A escrita do autor de A Sala Magenta, nega-se a dar lastro e expressão às «colónias mentais» indígenas, tornando universal a sua singular visão do espaço autóctone e das suas liminares idiossincrasias, ultrapassando, pela capacidade inventiva, pelo processo diegético que imprime aos textos, as duas assoalhadas dos nossos imaginários, elevando a obra literária aos mais exigentes patamares do discurso cultural hodierno e universal. Mário de Carvalho consegue, como Saramago, vencer os «vitorianismos mentais», o ranço dos pobretes/alegretes, que parecia estar, como desígnio pardo de deuses insanos, reservado às literaturas periféricas. O autor invade, com direito de alforria – pelo prodígio da sua escrita, pelo desassombro dos temas que exibe, dado não se limitar a ser um transgressor de fórmulas, mas um dos seus mais exigentes reinventores –, «a jurisdição temática das grandes potências literárias». Dessa reinvenção in progress é A Liberdade de Pátio um livro paradigmático.

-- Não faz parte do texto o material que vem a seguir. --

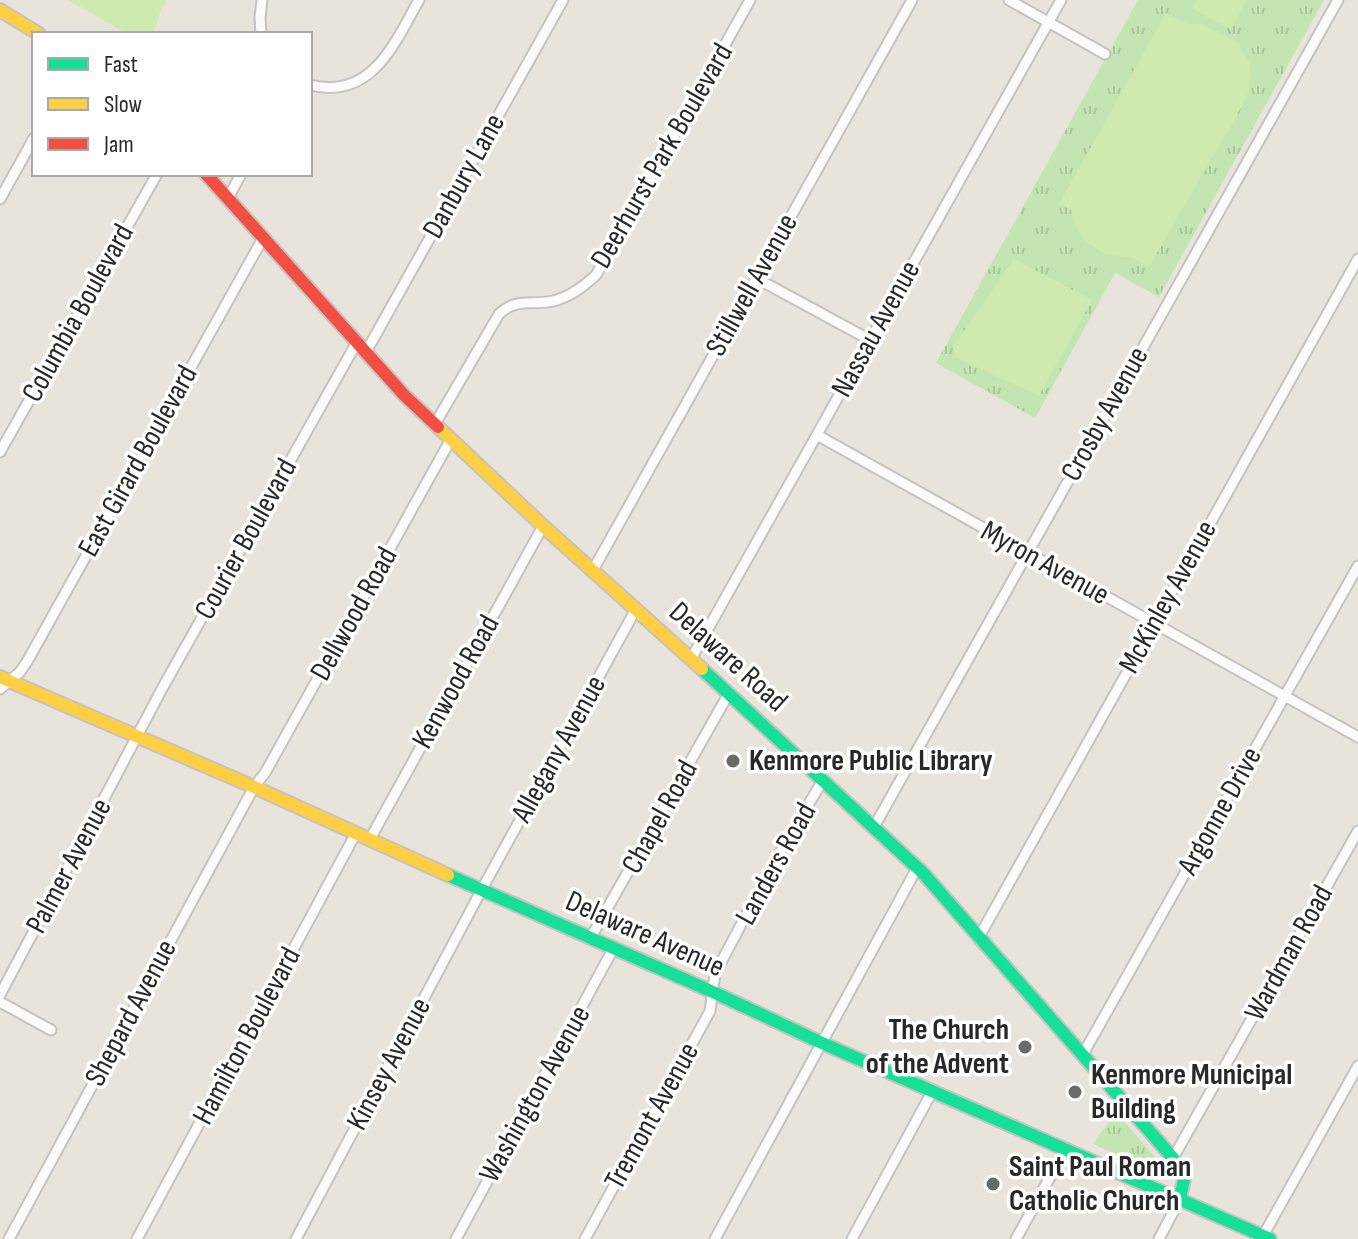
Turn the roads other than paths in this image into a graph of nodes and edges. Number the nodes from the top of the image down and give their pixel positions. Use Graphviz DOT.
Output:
graph roads {
  1 [pos="262,0"];
  2 [pos="419,0"];
  3 [pos="563,0"];
  4 [pos="750,0"];
  5 [pos="912,0"];
  6 [pos="1009,0"];
  7 [pos="1061,0"];
  8 [pos="1338,0"];
  9 [pos="0,10"];
  10 [pos="1049,22"];
  11 [pos="36,32"];
  12 [pos="261,32"];
  13 [pos="1105,54"];
  14 [pos="312,86"];
  15 [pos="32,142"];
  16 [pos="156,176"];
  17 [pos="208,176"];
  18 [pos="240,176"];
  19 [pos="228,198"];
  20 [pos="0,199"];
  21 [pos="263,238"];
  22 [pos="1358,259"];
  23 [pos="756,278"];
  24 [pos="870,340"];
  25 [pos="361,347"];
  26 [pos="435,424"];
  27 [pos="817,435"];
  28 [pos="451,439"];
  29 [pos="0,452"];
  30 [pos="543,526"];
  31 [pos="1027,553"];
  32 [pos="1358,566"];
  33 [pos="593,570"];
  34 [pos="636,609"];
  35 [pos="1153,623"];
  36 [pos="691,659"];
  37 [pos="3,682"];
  38 [pos="729,693"];
  39 [pos="1285,696"];
  40 [pos="137,737"];
  41 [pos="1358,737"];
  42 [pos="823,780"];
  43 [pos="254,787"];
  44 [pos="874,827"];
  45 [pos="1358,831"];
  46 [pos="356,833"];
  47 [pos="370,839"];
  48 [pos="917,868"];
  49 [pos="482,889"];
  50 [pos="979,937"];
  51 [pos="590,939"];
  52 [pos="613,949"];
  53 [pos="713,992"];
  54 [pos="0,995"];
  55 [pos="0,1002"];
  56 [pos="51,1030"];
  57 [pos="822,1043"];
  58 [pos="1082,1056"];
  59 [pos="1358,1066"];
  60 [pos="933,1090"];
  61 [pos="1066,1148"];
  62 [pos="1173,1158"];
  63 [pos="1180,1199"];
  64 [pos="1266,1238"];
  65 [pos="9,1239"];
  66 [pos="137,1239"];
  67 [pos="296,1239"];
  68 [pos="456,1239"];
  69 [pos="585,1239"];
  70 [pos="715,1239"];
  71 [pos="852,1239"];
  72 [pos="1016,1239"];
  73 [pos="1159,1239"];
  1 -- 12 [label="street"];
  2 -- 14 [label="street"];
  3 -- 25 [label="street, Danbury Lane"];
  4 -- 26 [label="street, Deerhurst Park Boulevard"];
  5 -- 23 [label="street, Stillwell Avenue"];
  6 -- 10 [label="street"];
  7 -- 10 [label="street, Nassau Avenue"];
  8 -- 31 [label="street, Crosby Avenue"];
  9 -- 11 [label="street"];
  10 -- 13 [label="street"];
  10 -- 24 [label="street, Nassau Avenue"];
  15 -- 20 [label="street"];
  16 -- 29 [label="street, Columbia Boulevard"];
  17 -- 19 [label="street, Delaware Road"];
  18 -- 19 [label="street"];
  19 -- 21 [label="street, Delaware Road"];
  21 -- 25 [label="street, Delaware Road"];
  21 -- 37 [label="street, East Girard Boulevard"];
  22 -- 35 [label="street, McKinley Avenue"];
  23 -- 24 [label="street"];
  23 -- 33 [label="street, Stillwell Avenue"];
  24 -- 27 [label="street, Nassau Avenue"];
  25 -- 26 [label="street, Delaware Road"];
  25 -- 40 [label="street, Courier Boulevard"];
  26 -- 28 [label="street, Delaware Road"];
  27 -- 31 [label="street, Myron Avenue"];
  27 -- 36 [label="street, Nassau Avenue"];
  28 -- 30 [label="street, Delaware Road"];
  28 -- 43 [label="street, Dellwood Road"];
  30 -- 33 [label="street, Delaware Road"];
  30 -- 47 [label="street, Kenwood Road"];
  31 -- 35 [label="street, Myron Avenue"];
  31 -- 44 [label="street, Crosby Avenue"];
  32 -- 39 [label="street, Argonne Drive"];
  33 -- 34 [label="street, Delaware Road"];
  34 -- 36 [label="street, Delaware Road"];
  34 -- 49 [label="street, Allegany Avenue"];
  35 -- 39 [label="street, Myron Avenue"];
  35 -- 50 [label="street, McKinley Avenue"];
  36 -- 38 [label="street, Delaware Road"];
  37 -- 40 [label="street, Delaware Avenue"];
  38 -- 42 [label="street, Delaware Road"];
  38 -- 51 [label="street, Chapel Road"];
  39 -- 41 [label="street, Myron Avenue"];
  39 -- 58 [label="street, Argonne Drive"];
  40 -- 43 [label="street, Delaware Avenue"];
  40 -- 54 [label="street, Palmer Avenue"];
  42 -- 44 [label="street, Delaware Road"];
  42 -- 53 [label="street, Landers Road"];
  43 -- 46 [label="street, Delaware Avenue"];
  43 -- 65 [label="street, Shepard Avenue"];
  44 -- 48 [label="street, Delaware Road"];
  45 -- 62 [label="street, Wardman Road"];
  46 -- 47 [label="street, Delaware Avenue"];
  46 -- 66 [label="street, Hamilton Boulevard"];
  47 -- 49 [label="street, Delaware Avenue"];
  48 -- 50 [label="street, Delaware Road"];
  48 -- 57 [label="street"];
  49 -- 51 [label="street, Delaware Avenue"];
  49 -- 67 [label="street, Kinsey Avenue"];
  50 -- 58 [label="street, Delaware Road"];
  51 -- 52 [label="street, Delaware Avenue"];
  52 -- 53 [label="street, Delaware Avenue"];
  52 -- 68 [label="street, Washington Avenue"];
  53 -- 57 [label="street, Delaware Avenue"];
  53 -- 69 [label="street, Tremont Avenue"];
  55 -- 56 [label="street"];
  57 -- 60 [label="street, Delaware Avenue"];
  57 -- 70 [label="street"];
  58 -- 62 [label="street, Delaware Road"];
  59 -- 64 [label="street"];
  60 -- 61 [label="street, Delaware Avenue"];
  60 -- 71 [label="street"];
  61 -- 63 [label="street, Delaware Avenue"];
  61 -- 72 [label="street"];
  62 -- 63 [label="street, Delaware Road"];
  63 -- 64 [label="street, Delaware Avenue"];
  63 -- 73 [label="street"];
}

Na obra de Mário de Carvalho permanece, uma confortável, estimulante ambivalência: textos que derivam da sua fulgurante e mágica capacidade discursiva e crítica, pelos caminhos estritos daquilo que a literatura, nas suas derivantes argumentativa e imagética, no gozo de efabular e no contínuo apuro da linguagem, superiormente é, mas, em paralelo postulando, outros sinais se inscrevem na óptica de representação crítica do real, dado que o acto de escrever, como refere Hugo Friedrich, é espaço de afirmação de um autor e do seu modo de representar um tempo e uma realidade: o seu mais profundo, amplo, modo de respirar, digo eu.

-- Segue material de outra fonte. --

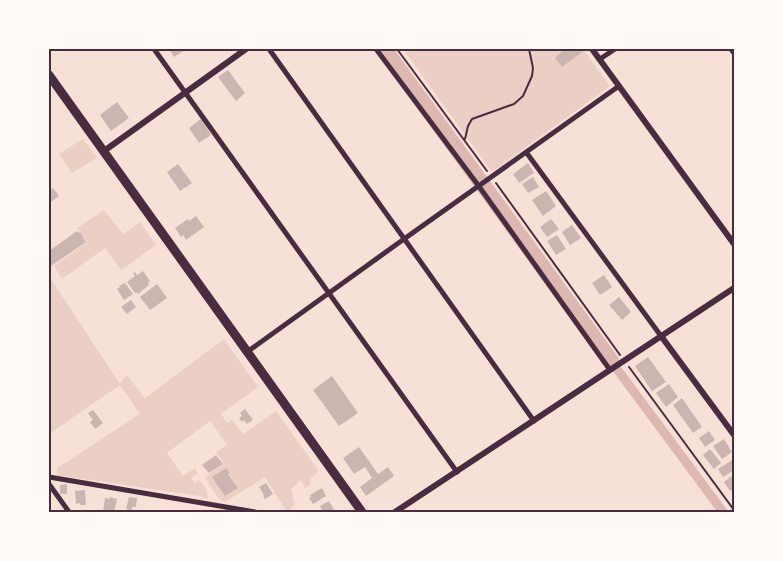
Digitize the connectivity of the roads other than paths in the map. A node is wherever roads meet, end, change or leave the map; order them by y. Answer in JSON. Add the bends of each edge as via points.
{"nodes":[{"id":1,"x":154,"y":49,"type":"edge"},
{"id":2,"x":246,"y":49,"type":"edge"},
{"id":3,"x":269,"y":49,"type":"edge"},
{"id":4,"x":376,"y":49,"type":"edge"},
{"id":5,"x":592,"y":49,"type":"edge"},
{"id":6,"x":615,"y":49,"type":"edge"},
{"id":7,"x":731,"y":49,"type":"edge"},
{"id":8,"x":734,"y":53,"type":"edge"},
{"id":9,"x":600,"y":59,"type":"junction"},
{"id":10,"x":49,"y":75,"type":"edge"},
{"id":11,"x":619,"y":86,"type":"junction"},
{"id":12,"x":185,"y":92,"type":"junction"},
{"id":13,"x":104,"y":151,"type":"junction"},
{"id":14,"x":526,"y":152,"type":"junction"},
{"id":15,"x":479,"y":185,"type":"junction"},
{"id":16,"x":404,"y":239,"type":"junction"},
{"id":17,"x":734,"y":244,"type":"edge"},
{"id":18,"x":734,"y":288,"type":"edge"},
{"id":19,"x":329,"y":294,"type":"junction"},
{"id":20,"x":661,"y":336,"type":"junction"},
{"id":21,"x":247,"y":352,"type":"junction"},
{"id":22,"x":616,"y":366,"type":"junction"},
{"id":23,"x":534,"y":420,"type":"junction"},
{"id":24,"x":734,"y":436,"type":"edge"},
{"id":25,"x":457,"y":472,"type":"junction"},
{"id":26,"x":49,"y":476,"type":"edge"},
{"id":27,"x":49,"y":484,"type":"edge"},
{"id":28,"x":69,"y":512,"type":"edge"},
{"id":29,"x":255,"y":512,"type":"edge"},
{"id":30,"x":362,"y":512,"type":"edge"},
{"id":31,"x":396,"y":512,"type":"edge"}],
"edges":[{"from":1,"to":12,"type":"street"},
{"from":2,"to":12,"type":"street"},
{"from":3,"to":16,"type":"street"},
{"from":4,"to":15,"type":"street"},
{"from":5,"to":9,"type":"street"},
{"from":6,"to":9,"type":"street"},
{"from":7,"to":8,"type":"street"},
{"from":9,"to":11,"type":"street"},
{"from":10,"to":13,"type":"highway"},
{"from":11,"to":14,"type":"street"},
{"from":11,"to":17,"type":"street"},
{"from":12,"to":13,"type":"street"},
{"from":12,"to":19,"type":"street"},
{"from":13,"to":21,"type":"highway"},
{"from":14,"to":15,"type":"street"},
{"from":14,"to":20,"type":"street"},
{"from":15,"to":16,"type":"street"},
{"from":15,"to":22,"type":"street"},
{"from":16,"to":19,"type":"street"},
{"from":16,"to":23,"type":"street"},
{"from":18,"to":20,"type":"street"},
{"from":19,"to":21,"type":"street"},
{"from":19,"to":25,"type":"street"},
{"from":20,"to":22,"type":"street"},
{"from":20,"to":24,"type":"street"},
{"from":21,"to":30,"type":"highway"},
{"from":22,"to":23,"type":"street"},
{"from":23,"to":25,"type":"street"},
{"from":25,"to":31,"type":"street"},
{"from":26,"to":29,"type":"street"},
{"from":27,"to":28,"type":"street"}]}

A escrita de Mário de Carvalho será, em alguns casos, parafraseando Bernardim Ribeiro, do que nos livros vai dito mas, simultaneamente, conterá ecos bem mais substantivos do que os expressos numa linear descodificação dos seus intrínsecos sinais. Deste modo, na obra ficcional de Mário de Carvalho encontramos as derivativas, num psicologismo rarefeito, das complexidades humanas, ressoando sentidos de transcendência, alienação e sintetismo hegelianos, patentes em Ocaso em Carvangel, Os Alferes e, sobretudo, nessas obras-primas que são Um Deus Passeando pela Brisa da Tarde e A Sala Magenta. Mas será nas consonantes temáticas e na versatilidade, na pessoalíssima forma de abordar o fenómeno literário, que Carvalho se encontrará próximo daquilo que Ludwig Marcuse designa por multiverso, ao invés de universo. Mais do que aquilo que conta é o modo como o autor conta, essa construção total da língua entrosando-se no corpo largo da prosódia e na estrutura da diegese.

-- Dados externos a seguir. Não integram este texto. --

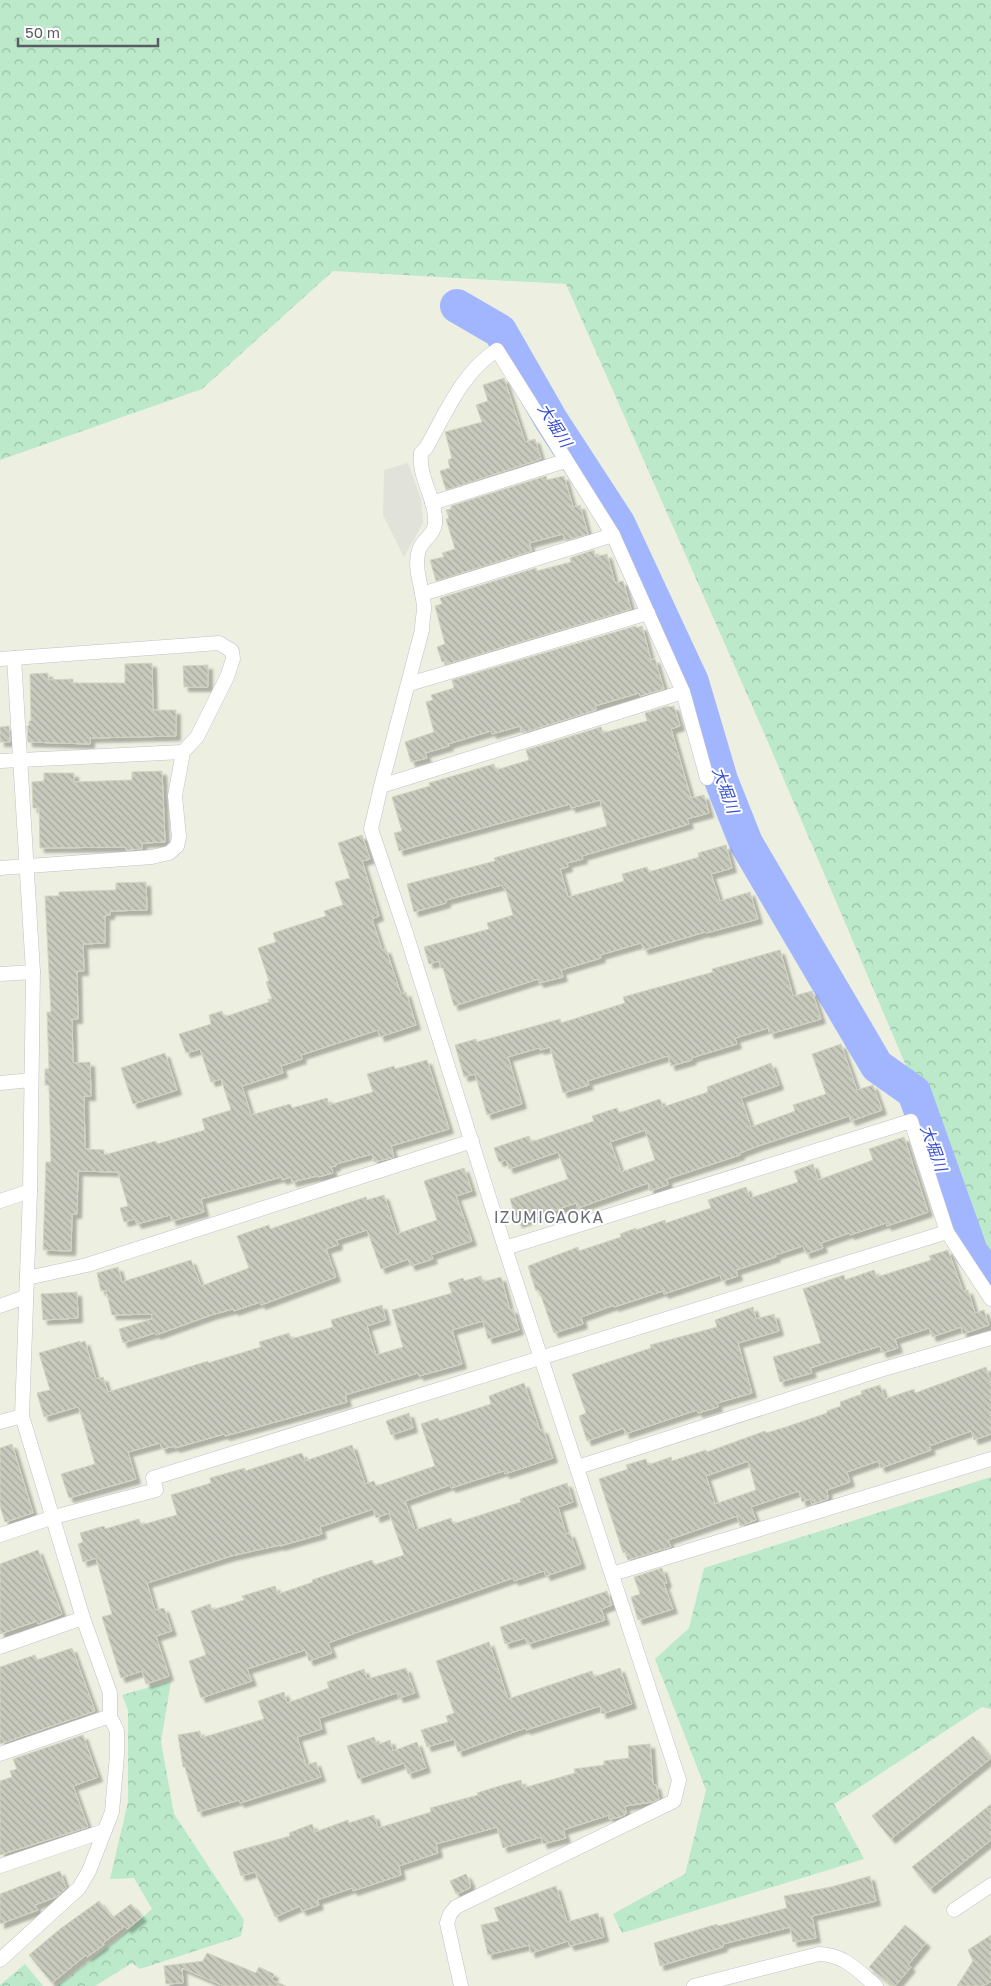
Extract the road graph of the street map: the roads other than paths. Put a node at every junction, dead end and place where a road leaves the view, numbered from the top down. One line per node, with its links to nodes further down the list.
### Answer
1 (565, 460): 2 (street); 2 (street); 3 (street)
2 (432, 503): 4 (street)
3 (613, 535): 4 (street); 5 (street)
4 (422, 594): 7 (street)
5 (648, 613): 7 (street); 8 (street)
6 (7, 659): 9 (street); 10 (street)
7 (409, 684): 13 (street)
8 (684, 692): 12 (street); 13 (street)
9 (182, 752): 10 (street); 14 (street)
10 (20, 760): 11 (street); 14 (street)
11 (0, 761)
12 (707, 778)
13 (381, 786): 21 (street)
14 (27, 867): 15 (street); 16 (street)
15 (0, 868)
16 (33, 972): 17 (street); 18 (street)
17 (0, 974)
18 (27, 1081): 19 (street); 20 (street); 22 (street)
19 (0, 1083)
20 (0, 1089)
21 (472, 1142): 25 (street); 26 (street)
22 (30, 1191): 23 (street); 26 (street)
23 (0, 1201)
24 (947, 1232): 25 (street); 28 (street); 31 (street)
25 (505, 1248): 31 (street)
26 (26, 1278): 27 (street)
27 (25, 1297): 29 (street); 32 (street)
28 (991, 1299)
29 (0, 1306)
30 (991, 1338): 35 (street)
31 (541, 1357): 35 (street); 36 (street)
32 (22, 1416): 33 (street); 36 (street)
33 (0, 1422)
34 (991, 1459): 38 (street)
35 (578, 1467): 38 (street)
36 (54, 1517): 37 (street); 39 (street)
37 (0, 1535)
38 (612, 1574): 48 (street)
39 (83, 1618): 40 (street); 41 (street)
40 (0, 1647)
41 (110, 1716): 42 (street); 43 (street)
42 (0, 1754)
43 (104, 1831): 44 (street); 47 (street)
44 (0, 1866)
45 (991, 1885): 46 (street)
46 (954, 1910)
47 (0, 1960)
48 (461, 1986)
49 (694, 1986): 50 (street)
50 (876, 1986)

A Liberdade de Pátio, livro em que o rigor analítico, a profunda cultura do autor, o tratamento da linguagem e a ironia se conjugam para nos dar uma visão inteligente e inesperada dos modos de abordagem crítica aos poderes instituídos e à forma como esses poderes são utilizados para condicionar as liberdades individuais e colectivas. Através de um certo, e controlado, nonsense, de mistura com traços surrealizantes, este livro de Mário de Carvalho denuncia com agudeza alguns dos sinais de regressão civilizacional – há nestes textos derivativas morais que nos estremecem –, que atravessam o nosso tempo.